Al bar Europa di Costigliole il tempo si è fermato

Dal 1962 sedie e tavoli in formica in un locale che è stato anche osteria

«Conosco Lidia da sempre, da quando andavo a scuola tenendo in tasca una pietra che avevo tolto dal forno della stufa per scaldarmi le mani. Eravamo intorno alla metà degli anni Cinquanta. Andavo alle medie al castello e lungo la strada mi fermavo davanti alla vetrina della Trattoria caffè pasticceria Vanzino in via Roma, punto di incontro e di riferimento di chiunque a Costigliole. Il tepore delle pietre in tasca cominciava già a scemare e sentivo la fragranza calda dei pasticcini. Entravo solo ogni tanto, mi concedevo qualche volta la realizzazione del sogno e Lidia era lì, una presenza costante e rassicurante, a porgermi quello che preferivo. Poi conobbe Guido, si trasferirono in piazza Umberto I. Per tutto il mondo sono stati Guido di Costigliole, per me, ancor oggi quando parlo con mia madre, e devo indicare Lidia dico Vanzino». Il 23 dicembre 2002 la vignaiola Mariuccia Borio, che ha fondato e fatto conoscere nel mondo la Cascina Castlet, salutò così Lidia che si congedava dalla cucina del ristorante Da Guido. Dopo tanti anni il locale, insieme alla sua già mitica cuoca abbassava le serrande e lasciava il paese, in cerca di nuove avventure. Una pennellata di parole e ricordi, quella di Mariuccia, che torna alla mente appena si varca quella porta in via Roma n° 6 a Costigliole d’Asti, dove ti accoglie l’odore delle persone oneste. È nata lì la Trattoria caffè pasticceria Vanzino.

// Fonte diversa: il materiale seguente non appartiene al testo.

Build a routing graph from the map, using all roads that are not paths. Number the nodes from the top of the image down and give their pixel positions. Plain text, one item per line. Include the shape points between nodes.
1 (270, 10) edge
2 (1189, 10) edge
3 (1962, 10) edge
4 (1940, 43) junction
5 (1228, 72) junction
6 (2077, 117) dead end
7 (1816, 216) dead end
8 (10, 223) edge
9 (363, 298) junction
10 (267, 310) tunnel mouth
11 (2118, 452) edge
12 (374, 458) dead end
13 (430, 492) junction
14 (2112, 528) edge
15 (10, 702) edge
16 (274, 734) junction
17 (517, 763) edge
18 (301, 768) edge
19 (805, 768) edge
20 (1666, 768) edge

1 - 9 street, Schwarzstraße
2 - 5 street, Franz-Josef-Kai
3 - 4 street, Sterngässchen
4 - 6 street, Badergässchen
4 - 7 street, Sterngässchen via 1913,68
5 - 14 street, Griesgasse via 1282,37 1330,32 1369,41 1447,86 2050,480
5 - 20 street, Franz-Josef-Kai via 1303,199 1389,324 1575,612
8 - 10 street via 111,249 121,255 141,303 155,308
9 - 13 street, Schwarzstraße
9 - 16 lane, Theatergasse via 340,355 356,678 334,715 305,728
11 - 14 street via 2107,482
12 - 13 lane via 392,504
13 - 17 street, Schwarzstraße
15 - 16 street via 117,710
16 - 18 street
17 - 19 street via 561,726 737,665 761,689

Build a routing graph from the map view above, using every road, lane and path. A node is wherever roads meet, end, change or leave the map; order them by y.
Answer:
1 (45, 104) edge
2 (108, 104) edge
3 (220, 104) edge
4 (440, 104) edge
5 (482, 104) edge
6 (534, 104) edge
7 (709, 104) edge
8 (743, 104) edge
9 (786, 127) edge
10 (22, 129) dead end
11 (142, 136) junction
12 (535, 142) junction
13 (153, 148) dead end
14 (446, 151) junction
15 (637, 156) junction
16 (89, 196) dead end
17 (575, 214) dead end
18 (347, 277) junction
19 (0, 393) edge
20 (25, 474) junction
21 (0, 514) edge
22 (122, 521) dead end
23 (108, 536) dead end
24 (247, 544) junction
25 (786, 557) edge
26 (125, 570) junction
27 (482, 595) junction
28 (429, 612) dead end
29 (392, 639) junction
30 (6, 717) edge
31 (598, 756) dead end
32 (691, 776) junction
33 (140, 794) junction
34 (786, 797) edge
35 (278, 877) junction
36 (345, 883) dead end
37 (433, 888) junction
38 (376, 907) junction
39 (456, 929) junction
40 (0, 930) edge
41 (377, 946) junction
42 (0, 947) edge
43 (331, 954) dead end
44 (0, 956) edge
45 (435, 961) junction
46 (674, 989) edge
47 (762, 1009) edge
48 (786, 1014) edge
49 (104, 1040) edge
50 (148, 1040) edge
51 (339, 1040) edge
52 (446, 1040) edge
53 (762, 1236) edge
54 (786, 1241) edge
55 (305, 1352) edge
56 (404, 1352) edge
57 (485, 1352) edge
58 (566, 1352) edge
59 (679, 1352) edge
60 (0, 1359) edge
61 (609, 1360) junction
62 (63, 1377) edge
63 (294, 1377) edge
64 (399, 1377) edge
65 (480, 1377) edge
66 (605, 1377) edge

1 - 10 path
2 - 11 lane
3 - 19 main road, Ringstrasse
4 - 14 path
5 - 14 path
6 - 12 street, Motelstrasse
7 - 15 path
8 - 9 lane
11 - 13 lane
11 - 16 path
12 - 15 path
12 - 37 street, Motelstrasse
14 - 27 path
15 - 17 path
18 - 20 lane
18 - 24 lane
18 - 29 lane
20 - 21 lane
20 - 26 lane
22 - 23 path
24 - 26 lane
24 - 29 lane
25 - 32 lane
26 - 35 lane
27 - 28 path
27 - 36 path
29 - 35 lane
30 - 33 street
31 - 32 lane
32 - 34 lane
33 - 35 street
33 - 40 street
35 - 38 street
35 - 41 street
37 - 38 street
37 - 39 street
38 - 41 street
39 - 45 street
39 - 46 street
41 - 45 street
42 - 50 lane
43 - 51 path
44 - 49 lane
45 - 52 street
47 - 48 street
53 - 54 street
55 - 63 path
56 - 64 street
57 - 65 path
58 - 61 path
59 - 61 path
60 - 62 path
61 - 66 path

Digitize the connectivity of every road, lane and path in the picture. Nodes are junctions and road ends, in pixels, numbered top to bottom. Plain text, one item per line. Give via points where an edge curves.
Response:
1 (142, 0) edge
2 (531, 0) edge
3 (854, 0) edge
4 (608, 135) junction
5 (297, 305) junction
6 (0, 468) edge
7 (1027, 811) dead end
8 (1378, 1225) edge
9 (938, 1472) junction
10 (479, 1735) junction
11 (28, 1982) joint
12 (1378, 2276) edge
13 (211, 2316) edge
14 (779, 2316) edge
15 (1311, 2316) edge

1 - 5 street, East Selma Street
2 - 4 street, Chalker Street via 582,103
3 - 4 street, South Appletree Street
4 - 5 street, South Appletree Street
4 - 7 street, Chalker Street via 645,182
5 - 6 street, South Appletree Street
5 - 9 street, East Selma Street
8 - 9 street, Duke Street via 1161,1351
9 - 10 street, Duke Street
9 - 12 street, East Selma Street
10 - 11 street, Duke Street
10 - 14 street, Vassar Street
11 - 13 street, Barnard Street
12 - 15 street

È nata lì Lidia, la cuciniera dalle mani stellate. Oggi è il Bar Europa. Anzi, lo è dal 1962. Da allora è cambiato poco. Sedie e tavoli con il rigore geometrico della formica. Il bancone austero Anni ’60. Il perlinato rigorosamente color “marron” a metà parete. Il telefono a gettoni, neanche a dirlo, ancora funzionante. Un tavolino con una pila di guide del telefono. Due coppe vinte in chissà quale torneo. I Buondimotta, come se l’era del croissant francese non fosse mai venuta. Accanto la sala del biliardo, un tavolo verde made in Bertello Torino. Robe da museo. I muri scavati perché la stanza era troppo stretta per allungare le stecche e colpire. E poi loro due: Caterina Rampone e Rita Baldi. Madre e figlia. Gentili, semplici, antiche, silenziose. Due donne da Albero degli zoccoli. Ecco cos’è quell’odore dolce di onestà. Di gente che chiamare il bar trattoria “Europa” era dargli un tocco di internazionalità. «Si lavorava tanto e bene. C’erano tanti turisti. Avevamo i “Vanzino” davanti, ma portavano tanta gente in paese. Lavoravamo tutti» ricorda mamma Caterina che, dalla borgata Santa Margherita, si è trasferita in paese dopo il matrimonio con Franco Baldi. Insieme hanno aperto il Bar Europa che agli inizi era anche un’osteria e per anni ha continuato a esserlo. Franco stava dietro al bancone del bar e serviva ai tavoli. Caterina era la cuciniera. La sua specialità era il plin, l’agnolotto di Langa. Rita correva bambina tra i tavoli. Un’allegria passata di voci e bicchieri. Franco se n’è andato un anno e mezzo fa. A poche centinaia di metri c’è un altro bar costigliolese che ha fatto la storia, il Caffè Roma di Gino, con il suo taglio moderno e conviviale, da bar à vin alla piemontese.

Ma Caterina e Rita continuano imperterrite ad alzare e abbassare la serranda del bar Europa, con i suoi ricordi. «Luciano Tajoli, il cantante, veniva qui a bersi il suo bicchiere di vino rosso da aperitivo, quando portava il suo spettacolo in teatro. Sono passate anche Rosita Celentano e Luciana Littizzetto a prendere un caffè». Passava dal bar Europa la signora Rina Cora, dell’Amaro Cora, che abitava in una bella villa a Sabbionassi. Era lei la padrona di quelle stanze in via Roma affittate dalla famiglia Baldi. Più in qua con gli anni, il Teatro degli Acerbi ha scelto il bar di Caterina e Rita per un suo spettacolo. Così gli J’Arliquato, nel 2011, per la loro interpretazione del Gelindo. Stamattina la serranda del bar Europa si è alzata, stasera si chiuderà. Davanti sempre via Roma. L’orologio è fermo. Ed è come se là fuori non ci fosse un altro mondo.